• _INPUT MATERIAL_:
►

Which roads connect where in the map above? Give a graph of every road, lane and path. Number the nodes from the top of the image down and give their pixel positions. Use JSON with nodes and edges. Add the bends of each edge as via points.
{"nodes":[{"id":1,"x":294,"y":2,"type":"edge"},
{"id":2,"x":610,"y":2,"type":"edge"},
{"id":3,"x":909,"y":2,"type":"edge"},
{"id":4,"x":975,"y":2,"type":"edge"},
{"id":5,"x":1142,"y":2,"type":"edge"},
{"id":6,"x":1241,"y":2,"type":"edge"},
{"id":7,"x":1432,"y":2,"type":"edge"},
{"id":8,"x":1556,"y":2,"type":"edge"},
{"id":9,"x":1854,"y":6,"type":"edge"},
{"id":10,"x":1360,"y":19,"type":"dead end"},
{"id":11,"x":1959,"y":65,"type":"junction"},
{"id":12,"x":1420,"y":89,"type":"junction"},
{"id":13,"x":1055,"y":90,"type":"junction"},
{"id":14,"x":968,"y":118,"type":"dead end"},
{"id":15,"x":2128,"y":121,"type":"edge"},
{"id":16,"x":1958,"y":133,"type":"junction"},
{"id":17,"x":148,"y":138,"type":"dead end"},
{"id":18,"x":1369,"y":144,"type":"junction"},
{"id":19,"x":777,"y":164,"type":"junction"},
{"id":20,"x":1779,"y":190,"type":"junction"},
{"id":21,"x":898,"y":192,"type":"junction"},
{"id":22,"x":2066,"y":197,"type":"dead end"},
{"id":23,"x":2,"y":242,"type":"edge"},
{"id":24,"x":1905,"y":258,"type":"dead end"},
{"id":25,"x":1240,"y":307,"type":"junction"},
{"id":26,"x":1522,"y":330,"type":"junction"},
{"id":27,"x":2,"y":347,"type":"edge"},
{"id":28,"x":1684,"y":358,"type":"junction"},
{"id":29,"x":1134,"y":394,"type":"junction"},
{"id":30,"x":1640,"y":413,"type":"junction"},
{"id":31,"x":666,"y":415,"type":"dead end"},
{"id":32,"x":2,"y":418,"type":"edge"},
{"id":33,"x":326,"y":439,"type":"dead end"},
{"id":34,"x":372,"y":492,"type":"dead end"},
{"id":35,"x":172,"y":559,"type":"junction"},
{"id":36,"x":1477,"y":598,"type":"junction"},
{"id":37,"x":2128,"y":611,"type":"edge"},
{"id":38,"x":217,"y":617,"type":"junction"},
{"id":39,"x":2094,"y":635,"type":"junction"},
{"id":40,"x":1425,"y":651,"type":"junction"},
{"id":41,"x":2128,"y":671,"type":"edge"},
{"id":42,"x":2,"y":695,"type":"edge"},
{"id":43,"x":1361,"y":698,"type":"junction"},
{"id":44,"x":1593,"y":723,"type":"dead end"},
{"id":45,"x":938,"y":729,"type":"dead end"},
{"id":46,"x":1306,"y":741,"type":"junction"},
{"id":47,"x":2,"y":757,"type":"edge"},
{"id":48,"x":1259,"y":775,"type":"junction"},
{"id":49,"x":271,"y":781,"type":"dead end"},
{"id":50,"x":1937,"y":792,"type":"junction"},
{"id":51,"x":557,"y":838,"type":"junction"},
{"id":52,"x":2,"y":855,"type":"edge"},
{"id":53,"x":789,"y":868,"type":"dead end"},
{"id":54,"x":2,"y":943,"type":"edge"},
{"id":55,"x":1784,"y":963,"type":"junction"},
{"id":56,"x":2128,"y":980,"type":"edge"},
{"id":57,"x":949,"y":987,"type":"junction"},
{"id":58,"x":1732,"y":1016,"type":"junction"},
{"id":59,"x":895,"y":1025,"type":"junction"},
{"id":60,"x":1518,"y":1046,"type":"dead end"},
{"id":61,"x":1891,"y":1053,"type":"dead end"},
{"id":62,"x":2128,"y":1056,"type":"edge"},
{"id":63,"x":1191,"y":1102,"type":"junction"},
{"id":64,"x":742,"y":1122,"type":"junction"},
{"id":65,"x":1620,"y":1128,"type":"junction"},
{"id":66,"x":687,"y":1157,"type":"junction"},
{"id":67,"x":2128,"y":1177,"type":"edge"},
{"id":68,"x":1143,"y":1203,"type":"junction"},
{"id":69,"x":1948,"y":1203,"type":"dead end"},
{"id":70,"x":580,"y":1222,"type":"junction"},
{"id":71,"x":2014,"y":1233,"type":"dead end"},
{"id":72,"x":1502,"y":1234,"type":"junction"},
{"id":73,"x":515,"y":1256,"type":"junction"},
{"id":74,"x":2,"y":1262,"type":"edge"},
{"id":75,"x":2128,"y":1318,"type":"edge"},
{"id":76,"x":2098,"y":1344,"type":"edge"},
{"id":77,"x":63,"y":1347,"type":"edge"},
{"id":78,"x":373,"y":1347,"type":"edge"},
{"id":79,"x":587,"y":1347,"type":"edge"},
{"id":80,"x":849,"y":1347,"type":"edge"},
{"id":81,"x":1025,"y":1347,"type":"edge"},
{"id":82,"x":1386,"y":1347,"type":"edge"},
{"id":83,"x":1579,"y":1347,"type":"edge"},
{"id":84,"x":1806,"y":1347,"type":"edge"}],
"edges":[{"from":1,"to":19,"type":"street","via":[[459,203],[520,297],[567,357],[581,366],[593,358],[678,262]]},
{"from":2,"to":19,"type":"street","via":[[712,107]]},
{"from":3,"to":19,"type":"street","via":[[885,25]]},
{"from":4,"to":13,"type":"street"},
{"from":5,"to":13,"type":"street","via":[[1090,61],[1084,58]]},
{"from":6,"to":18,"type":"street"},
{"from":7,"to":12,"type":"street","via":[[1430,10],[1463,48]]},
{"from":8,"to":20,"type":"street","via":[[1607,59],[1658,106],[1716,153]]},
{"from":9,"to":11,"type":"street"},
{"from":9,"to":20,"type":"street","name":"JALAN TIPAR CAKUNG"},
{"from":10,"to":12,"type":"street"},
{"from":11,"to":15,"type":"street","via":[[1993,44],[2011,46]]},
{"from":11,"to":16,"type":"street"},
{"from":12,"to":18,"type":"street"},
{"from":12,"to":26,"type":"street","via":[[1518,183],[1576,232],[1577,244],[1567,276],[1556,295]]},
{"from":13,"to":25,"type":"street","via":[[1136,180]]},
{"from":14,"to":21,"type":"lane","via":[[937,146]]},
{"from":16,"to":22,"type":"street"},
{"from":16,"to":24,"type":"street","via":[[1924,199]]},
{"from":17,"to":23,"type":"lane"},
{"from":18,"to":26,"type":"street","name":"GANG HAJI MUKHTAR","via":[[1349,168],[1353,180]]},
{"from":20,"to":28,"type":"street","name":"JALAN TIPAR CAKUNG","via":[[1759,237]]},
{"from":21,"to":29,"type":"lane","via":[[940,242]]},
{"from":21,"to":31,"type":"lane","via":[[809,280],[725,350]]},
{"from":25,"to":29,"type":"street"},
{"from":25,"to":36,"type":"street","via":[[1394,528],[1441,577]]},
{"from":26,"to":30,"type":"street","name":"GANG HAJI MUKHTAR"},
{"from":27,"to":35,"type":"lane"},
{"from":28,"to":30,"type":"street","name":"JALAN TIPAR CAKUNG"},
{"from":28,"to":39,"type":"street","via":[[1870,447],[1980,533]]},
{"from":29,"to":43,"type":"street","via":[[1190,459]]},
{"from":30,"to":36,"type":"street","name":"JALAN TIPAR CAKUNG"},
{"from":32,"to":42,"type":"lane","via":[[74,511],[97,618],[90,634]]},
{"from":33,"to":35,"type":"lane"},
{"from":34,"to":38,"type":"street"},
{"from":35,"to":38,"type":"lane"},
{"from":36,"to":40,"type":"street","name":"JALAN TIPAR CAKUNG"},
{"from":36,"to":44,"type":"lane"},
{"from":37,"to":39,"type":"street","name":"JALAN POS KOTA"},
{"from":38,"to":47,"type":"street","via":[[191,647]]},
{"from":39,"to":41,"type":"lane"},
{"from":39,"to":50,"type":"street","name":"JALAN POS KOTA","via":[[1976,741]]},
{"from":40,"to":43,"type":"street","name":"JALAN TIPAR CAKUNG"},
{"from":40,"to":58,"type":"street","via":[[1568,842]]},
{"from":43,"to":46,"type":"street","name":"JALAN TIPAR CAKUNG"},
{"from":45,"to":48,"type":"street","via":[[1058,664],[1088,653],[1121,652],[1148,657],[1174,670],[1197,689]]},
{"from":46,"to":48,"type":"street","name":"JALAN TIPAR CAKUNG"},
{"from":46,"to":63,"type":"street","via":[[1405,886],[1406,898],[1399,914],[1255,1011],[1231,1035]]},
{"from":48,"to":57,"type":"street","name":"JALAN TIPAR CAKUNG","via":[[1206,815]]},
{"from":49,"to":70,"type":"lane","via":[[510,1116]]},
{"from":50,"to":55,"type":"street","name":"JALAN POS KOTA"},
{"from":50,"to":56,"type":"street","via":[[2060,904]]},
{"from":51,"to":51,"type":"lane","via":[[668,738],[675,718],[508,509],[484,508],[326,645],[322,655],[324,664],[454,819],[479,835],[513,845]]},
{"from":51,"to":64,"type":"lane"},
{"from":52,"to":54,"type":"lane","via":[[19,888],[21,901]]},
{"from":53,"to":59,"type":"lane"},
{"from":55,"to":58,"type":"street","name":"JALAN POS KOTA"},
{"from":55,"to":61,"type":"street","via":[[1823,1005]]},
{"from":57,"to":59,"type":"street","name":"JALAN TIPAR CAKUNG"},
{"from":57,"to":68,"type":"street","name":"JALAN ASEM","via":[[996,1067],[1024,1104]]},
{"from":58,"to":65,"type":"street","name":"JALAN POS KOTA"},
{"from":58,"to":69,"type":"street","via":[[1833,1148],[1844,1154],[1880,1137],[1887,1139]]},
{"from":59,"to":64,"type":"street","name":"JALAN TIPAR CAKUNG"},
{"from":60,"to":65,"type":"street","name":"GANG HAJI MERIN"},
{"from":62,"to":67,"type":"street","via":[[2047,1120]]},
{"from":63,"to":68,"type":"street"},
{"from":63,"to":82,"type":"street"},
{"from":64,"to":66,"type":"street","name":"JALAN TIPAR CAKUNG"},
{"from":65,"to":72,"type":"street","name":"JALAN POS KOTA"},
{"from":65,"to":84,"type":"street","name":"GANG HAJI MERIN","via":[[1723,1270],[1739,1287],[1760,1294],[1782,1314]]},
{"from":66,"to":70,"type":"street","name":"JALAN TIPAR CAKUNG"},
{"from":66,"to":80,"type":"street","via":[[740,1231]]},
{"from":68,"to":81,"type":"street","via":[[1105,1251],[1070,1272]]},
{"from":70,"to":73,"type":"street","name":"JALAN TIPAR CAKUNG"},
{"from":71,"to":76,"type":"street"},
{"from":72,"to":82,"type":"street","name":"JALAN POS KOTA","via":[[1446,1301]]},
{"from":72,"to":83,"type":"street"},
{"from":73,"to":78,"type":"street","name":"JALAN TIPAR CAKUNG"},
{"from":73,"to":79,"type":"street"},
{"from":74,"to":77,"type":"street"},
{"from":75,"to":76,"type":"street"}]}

◄

• _WHAT THE EXERCISE ASKS_:
Read through the entries and copy every line that includes "MUKHTAR".

• _EXERCISE SOLUTION_:
{"from":18,"to":26,"type":"street","name":"GANG HAJI MUKHTAR","via":[[1349,168],[1353,180]]},
{"from":26,"to":30,"type":"street","name":"GANG HAJI MUKHTAR"},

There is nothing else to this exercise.